Wildcard is my own implementation of glob pattern matching. Glob patterns specify sets of strings with wildcard
characters. This class provides a single static public method, match(String pattern, String text), which returns
true if the text matches the pattern.
This implementation supports the following wildcards:
- * (star), which matches any number of any characters including none;
- ? (question mark), which matches any single character;
- [abc] (brackets), which matches any single character given in the brackets. E.g.,
[abc]would match either 'a', 'b' or 'c', but not 'd' or 'z'; - [a-z] (brackets with ranges), which matches one character within the given range, e.g.
[a-z]would match any character from 'a' to 'z', but not 'A' or '8'.
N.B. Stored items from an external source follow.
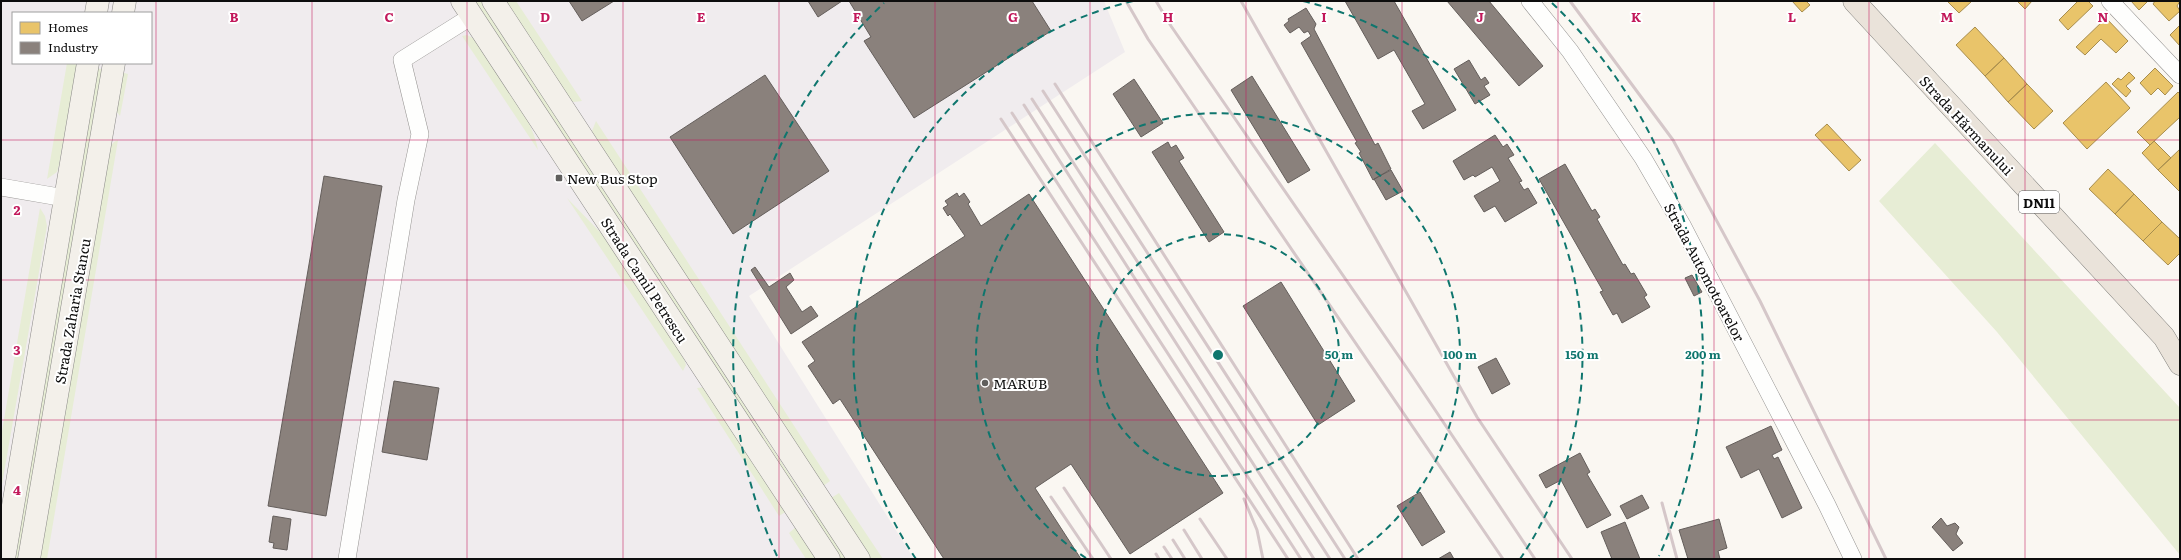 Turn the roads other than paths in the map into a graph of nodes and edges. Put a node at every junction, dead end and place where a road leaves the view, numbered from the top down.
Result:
1 (98, 1) edge
2 (125, 1) edge
3 (493, 1) edge
4 (1530, 1) edge
5 (1854, 1) edge
6 (2110, 1) edge
7 (467, 9) edge
8 (96, 12) edge
9 (123, 12) edge
10 (88, 64) edge
11 (114, 64) edge
12 (2180, 75) edge
13 (1, 187) edge
14 (65, 198) junction
15 (2172, 342) edge
16 (2180, 364) edge
17 (4, 559) edge
18 (30, 559) edge
19 (346, 559) edge
20 (829, 559) edge
21 (859, 559) edge
22 (1853, 559) edge

1 - 8 street
2 - 9 street
3 - 21 street, Strada Camil Petrescu
4 - 22 street, Strada Automotoarelor
5 - 15 main road, Strada Hărmanului / DN11
6 - 12 street
7 - 19 street
7 - 20 street, Strada Camil Petrescu
10 - 14 street, Strada Zaharia Stancu
11 - 18 street, Strada Zaharia Stancu
13 - 14 street
14 - 17 street, Strada Zaharia Stancu
15 - 16 main road, Strada Hărmanului / DN11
It is possible to combine single characters and ranges in one set of brackets, e.g. [a-zZ0$] would match
any of the following:
- any character from 'a' to 'z';
- 'Z' (capital z);
- '0' (zero);
- '$' (the dollar sign).
The bracket wildcard also supports negation. If the first character inside brackets is the exclamation mark '!', the wildcard would match a single character that is not given in the bracket or is from the given range.
If special characters are escaped with a backslash '\', they are treated as literals. In other words, \?
matches a literal question mark, \- matches a literal dash, \\ matches a literal backslash, etc.
Please note that '!' and '-' are not considered special characters outside of brackets.
Unlike Unix glob, which never matches the forward slash character '/', this implementation treats '/' as a regular character.
Please take note that Wildcard will defensively replace all instances of the null terminator (U+0000) with the Unicode replacement character (U+FFFD) in both text and pattern.